[j-nsp] EX4650 - loopback filter - ospf

[Chriztoffer]

On Tue, 21 Mar 2023 at 10:29, Laurent CARON via juniper-nsp
<juniper-nsp at puck.nether.net> wrote:
> set firewall family inet filter filter-management term accept-ospf from
> protocol ospf
> set firewall family inet filter filter-management term accept-ospf then
> count filter-management-accept-ospf
> set firewall family inet filter filter-management term accept-ospf then log
> set firewall family inet filter filter-management term accept-ospf then
> syslog
> set firewall family inet filter filter-management term accept-ospf then
> accept
> set firewall family inet filter filter-management term accept-ospf-igmp
> from destination-prefix-list ospf-routers
> set firewall family inet filter filter-management term accept-ospf-igmp
> from protocol igmp
> set firewall family inet filter filter-management term accept-ospf-igmp
> then count filter-management-accept-ospf-igmp
> set firewall family inet filter filter-management term accept-ospf-igmp
> then accept
>
>
> If my filter stops here (implicit discard), ospf sessions previously
> established eventually fail.
>
> If the last term is a default accept, OSPF is working fine.
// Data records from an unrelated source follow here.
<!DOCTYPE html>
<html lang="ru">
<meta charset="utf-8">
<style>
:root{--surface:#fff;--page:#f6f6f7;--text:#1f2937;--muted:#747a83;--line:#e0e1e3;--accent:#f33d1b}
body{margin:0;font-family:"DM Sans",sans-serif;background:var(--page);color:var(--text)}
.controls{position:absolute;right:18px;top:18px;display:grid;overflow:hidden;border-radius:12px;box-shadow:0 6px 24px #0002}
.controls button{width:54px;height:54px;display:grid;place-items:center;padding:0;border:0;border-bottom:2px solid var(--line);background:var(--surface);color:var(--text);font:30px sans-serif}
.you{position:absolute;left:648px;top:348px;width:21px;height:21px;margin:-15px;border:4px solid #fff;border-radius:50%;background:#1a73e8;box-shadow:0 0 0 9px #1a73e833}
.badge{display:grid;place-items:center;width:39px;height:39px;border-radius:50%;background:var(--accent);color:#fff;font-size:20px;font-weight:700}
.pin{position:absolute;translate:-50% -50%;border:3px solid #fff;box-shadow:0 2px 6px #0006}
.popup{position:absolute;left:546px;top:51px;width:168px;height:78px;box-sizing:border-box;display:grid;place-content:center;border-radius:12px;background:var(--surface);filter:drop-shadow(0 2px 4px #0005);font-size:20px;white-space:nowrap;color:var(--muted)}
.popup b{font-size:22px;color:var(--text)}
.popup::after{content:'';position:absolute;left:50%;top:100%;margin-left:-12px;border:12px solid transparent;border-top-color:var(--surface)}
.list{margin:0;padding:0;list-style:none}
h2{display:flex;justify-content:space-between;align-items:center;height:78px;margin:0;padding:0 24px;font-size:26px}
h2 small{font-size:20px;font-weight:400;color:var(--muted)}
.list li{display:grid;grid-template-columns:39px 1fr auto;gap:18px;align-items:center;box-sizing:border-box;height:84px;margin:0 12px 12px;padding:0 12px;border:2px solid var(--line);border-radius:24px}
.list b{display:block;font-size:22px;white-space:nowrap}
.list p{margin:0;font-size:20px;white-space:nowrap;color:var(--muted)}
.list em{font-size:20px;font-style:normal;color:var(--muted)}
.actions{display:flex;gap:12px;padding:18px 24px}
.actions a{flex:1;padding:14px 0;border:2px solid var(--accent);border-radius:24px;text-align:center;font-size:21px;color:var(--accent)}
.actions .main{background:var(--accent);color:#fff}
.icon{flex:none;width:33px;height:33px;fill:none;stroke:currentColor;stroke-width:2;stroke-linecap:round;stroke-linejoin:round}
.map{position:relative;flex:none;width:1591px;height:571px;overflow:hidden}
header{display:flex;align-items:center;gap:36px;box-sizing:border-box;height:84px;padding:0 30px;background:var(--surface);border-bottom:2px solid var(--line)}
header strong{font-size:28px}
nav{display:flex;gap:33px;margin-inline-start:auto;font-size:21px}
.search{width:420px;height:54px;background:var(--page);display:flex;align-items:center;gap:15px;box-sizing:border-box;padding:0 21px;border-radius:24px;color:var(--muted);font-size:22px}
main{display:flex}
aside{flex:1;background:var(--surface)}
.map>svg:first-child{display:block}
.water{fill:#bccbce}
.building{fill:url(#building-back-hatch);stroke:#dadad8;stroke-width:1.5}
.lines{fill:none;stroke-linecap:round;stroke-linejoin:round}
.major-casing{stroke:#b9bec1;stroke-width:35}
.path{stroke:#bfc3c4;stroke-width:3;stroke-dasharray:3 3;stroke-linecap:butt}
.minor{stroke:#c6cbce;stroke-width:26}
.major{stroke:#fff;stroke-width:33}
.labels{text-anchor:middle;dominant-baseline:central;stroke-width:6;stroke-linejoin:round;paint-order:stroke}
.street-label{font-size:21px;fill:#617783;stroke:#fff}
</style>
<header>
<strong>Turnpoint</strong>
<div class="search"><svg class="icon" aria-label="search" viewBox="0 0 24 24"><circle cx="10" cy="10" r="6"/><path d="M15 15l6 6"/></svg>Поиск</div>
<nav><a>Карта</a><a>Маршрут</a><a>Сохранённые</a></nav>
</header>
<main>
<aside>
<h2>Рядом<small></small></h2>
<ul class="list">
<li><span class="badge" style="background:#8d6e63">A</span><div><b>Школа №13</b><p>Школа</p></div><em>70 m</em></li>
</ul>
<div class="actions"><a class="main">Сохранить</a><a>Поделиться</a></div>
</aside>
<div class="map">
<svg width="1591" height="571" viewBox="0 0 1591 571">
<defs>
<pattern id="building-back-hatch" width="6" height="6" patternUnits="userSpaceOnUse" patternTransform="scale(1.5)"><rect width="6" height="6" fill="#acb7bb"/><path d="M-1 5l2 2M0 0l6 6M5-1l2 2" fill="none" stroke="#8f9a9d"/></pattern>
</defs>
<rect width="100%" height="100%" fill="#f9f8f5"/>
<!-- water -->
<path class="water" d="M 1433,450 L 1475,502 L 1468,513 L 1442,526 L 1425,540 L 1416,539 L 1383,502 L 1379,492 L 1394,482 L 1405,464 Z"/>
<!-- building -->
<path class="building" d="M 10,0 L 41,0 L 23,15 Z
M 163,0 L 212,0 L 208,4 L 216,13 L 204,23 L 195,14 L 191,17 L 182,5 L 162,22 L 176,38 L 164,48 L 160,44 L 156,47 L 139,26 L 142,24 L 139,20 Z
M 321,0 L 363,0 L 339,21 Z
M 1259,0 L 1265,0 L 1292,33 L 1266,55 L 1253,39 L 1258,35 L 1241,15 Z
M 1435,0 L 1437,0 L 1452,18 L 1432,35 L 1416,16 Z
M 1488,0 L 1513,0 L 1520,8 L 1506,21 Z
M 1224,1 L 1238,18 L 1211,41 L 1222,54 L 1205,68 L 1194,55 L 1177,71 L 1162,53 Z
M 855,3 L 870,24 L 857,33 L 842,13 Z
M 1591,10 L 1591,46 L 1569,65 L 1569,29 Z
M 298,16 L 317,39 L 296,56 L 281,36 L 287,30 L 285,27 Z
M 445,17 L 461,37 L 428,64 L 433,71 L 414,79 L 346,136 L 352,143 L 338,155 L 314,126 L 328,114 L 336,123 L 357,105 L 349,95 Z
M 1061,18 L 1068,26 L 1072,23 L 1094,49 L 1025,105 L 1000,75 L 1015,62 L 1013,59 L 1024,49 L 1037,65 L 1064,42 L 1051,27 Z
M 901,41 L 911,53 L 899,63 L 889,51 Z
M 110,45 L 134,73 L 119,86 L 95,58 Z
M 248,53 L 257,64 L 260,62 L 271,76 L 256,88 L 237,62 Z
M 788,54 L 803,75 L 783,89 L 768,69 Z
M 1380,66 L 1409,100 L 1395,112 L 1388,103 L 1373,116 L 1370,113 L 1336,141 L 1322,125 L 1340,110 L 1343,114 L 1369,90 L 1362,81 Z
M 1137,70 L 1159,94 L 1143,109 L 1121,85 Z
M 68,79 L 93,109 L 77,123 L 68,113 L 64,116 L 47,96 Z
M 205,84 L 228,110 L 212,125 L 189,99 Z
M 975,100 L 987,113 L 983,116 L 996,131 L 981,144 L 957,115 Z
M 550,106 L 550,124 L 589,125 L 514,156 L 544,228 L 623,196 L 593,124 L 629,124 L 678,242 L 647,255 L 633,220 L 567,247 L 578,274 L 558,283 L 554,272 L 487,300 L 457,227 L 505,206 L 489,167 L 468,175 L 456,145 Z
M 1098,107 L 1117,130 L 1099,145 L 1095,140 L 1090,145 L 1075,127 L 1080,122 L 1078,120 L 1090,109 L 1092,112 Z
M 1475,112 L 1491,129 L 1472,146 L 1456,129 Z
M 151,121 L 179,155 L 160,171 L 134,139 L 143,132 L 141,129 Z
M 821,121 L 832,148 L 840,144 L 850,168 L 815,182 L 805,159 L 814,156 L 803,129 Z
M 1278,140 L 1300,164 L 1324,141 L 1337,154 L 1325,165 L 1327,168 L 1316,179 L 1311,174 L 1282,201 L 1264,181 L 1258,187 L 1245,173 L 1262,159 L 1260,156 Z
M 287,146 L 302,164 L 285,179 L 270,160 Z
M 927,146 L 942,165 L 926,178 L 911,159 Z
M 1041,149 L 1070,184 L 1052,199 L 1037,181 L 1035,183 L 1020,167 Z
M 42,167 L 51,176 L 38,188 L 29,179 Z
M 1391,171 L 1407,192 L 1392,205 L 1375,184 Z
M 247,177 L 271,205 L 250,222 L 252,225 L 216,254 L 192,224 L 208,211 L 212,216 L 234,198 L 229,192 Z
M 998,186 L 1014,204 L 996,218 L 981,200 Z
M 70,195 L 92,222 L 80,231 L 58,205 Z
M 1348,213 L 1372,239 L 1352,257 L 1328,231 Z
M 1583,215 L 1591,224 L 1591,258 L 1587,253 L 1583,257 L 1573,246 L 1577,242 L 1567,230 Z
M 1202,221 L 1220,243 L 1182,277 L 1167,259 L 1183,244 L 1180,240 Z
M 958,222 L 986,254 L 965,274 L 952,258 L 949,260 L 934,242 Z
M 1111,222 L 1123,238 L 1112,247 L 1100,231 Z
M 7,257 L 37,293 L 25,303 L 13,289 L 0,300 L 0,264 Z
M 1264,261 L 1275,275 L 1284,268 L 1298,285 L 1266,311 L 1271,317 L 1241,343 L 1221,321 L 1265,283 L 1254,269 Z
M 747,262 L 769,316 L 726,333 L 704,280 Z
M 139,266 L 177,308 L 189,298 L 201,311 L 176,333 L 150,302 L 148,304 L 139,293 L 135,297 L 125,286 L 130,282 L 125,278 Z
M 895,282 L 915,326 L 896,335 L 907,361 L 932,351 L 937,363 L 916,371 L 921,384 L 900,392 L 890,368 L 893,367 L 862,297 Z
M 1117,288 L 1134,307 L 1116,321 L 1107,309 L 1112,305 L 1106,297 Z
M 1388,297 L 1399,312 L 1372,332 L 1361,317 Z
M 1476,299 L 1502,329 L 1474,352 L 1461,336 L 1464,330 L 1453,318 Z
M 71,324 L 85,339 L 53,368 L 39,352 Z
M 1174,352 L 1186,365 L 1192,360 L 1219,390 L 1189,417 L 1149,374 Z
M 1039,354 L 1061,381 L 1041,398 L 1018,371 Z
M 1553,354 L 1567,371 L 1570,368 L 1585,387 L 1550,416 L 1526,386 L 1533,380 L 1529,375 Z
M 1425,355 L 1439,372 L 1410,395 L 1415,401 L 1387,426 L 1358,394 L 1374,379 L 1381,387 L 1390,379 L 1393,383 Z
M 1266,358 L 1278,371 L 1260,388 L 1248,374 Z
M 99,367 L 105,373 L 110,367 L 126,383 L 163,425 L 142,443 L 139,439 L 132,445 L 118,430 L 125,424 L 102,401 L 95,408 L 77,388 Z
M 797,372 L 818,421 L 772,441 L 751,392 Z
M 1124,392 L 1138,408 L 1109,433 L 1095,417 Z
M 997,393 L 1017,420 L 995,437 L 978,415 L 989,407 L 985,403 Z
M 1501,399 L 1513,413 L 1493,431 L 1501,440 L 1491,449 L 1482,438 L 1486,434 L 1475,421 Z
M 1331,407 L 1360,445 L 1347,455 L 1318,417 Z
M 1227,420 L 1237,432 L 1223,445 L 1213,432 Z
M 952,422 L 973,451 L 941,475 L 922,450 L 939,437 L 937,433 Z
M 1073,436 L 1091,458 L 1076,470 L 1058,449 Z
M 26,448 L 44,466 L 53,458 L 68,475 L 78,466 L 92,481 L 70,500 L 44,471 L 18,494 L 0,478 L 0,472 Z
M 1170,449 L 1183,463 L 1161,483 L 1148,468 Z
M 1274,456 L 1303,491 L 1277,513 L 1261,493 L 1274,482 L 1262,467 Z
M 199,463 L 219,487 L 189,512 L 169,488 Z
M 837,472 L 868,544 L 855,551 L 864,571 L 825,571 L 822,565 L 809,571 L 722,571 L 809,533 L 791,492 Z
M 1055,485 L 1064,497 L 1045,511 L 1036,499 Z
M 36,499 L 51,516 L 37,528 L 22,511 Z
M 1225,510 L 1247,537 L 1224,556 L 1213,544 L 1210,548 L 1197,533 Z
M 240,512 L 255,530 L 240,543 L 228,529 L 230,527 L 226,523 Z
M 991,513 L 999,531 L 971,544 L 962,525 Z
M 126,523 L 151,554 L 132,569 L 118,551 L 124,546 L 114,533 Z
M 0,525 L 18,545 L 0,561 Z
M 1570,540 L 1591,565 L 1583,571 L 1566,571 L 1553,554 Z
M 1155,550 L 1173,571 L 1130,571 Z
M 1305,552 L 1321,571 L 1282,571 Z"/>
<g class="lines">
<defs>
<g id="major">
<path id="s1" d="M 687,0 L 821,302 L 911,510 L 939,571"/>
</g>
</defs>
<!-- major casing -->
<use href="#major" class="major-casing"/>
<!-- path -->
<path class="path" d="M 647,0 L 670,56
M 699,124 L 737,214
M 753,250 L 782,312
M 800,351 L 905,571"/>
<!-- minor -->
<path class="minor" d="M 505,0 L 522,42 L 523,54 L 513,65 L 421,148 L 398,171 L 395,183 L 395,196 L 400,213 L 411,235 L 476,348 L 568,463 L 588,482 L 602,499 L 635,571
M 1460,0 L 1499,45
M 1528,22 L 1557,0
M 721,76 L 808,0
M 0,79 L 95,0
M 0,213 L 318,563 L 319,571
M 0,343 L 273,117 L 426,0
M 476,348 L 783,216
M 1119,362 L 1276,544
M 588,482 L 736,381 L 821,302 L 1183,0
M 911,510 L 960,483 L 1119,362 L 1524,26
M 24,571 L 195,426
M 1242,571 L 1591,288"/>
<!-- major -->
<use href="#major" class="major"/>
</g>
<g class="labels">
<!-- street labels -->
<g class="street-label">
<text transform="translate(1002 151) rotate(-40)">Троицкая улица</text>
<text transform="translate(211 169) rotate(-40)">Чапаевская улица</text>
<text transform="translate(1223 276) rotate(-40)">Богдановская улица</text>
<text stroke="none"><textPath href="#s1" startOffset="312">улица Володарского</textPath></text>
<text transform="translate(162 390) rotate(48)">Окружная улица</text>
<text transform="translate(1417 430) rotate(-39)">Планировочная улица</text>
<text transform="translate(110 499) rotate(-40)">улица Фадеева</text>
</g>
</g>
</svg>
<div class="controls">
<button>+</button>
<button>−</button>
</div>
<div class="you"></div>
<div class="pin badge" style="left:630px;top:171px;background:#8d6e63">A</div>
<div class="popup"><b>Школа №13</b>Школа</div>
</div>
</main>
https://www.juniper.net/documentation/us/en/software/junos/interfaces-adaptive-services/topics/ref/statement/destination-prefix-list-edit-services-stateful-firewall.html

https://www.juniper.net/documentation/us/en/software/junos/interfaces-adaptive-services/topics/ref/statement/source-prefix-list-edit-services-stateful-firewall.html

Is the prefix list "ospf-routers" intended to match against source
and/or destination IPv4/v6 addresses in the particular RE_FILTER rule?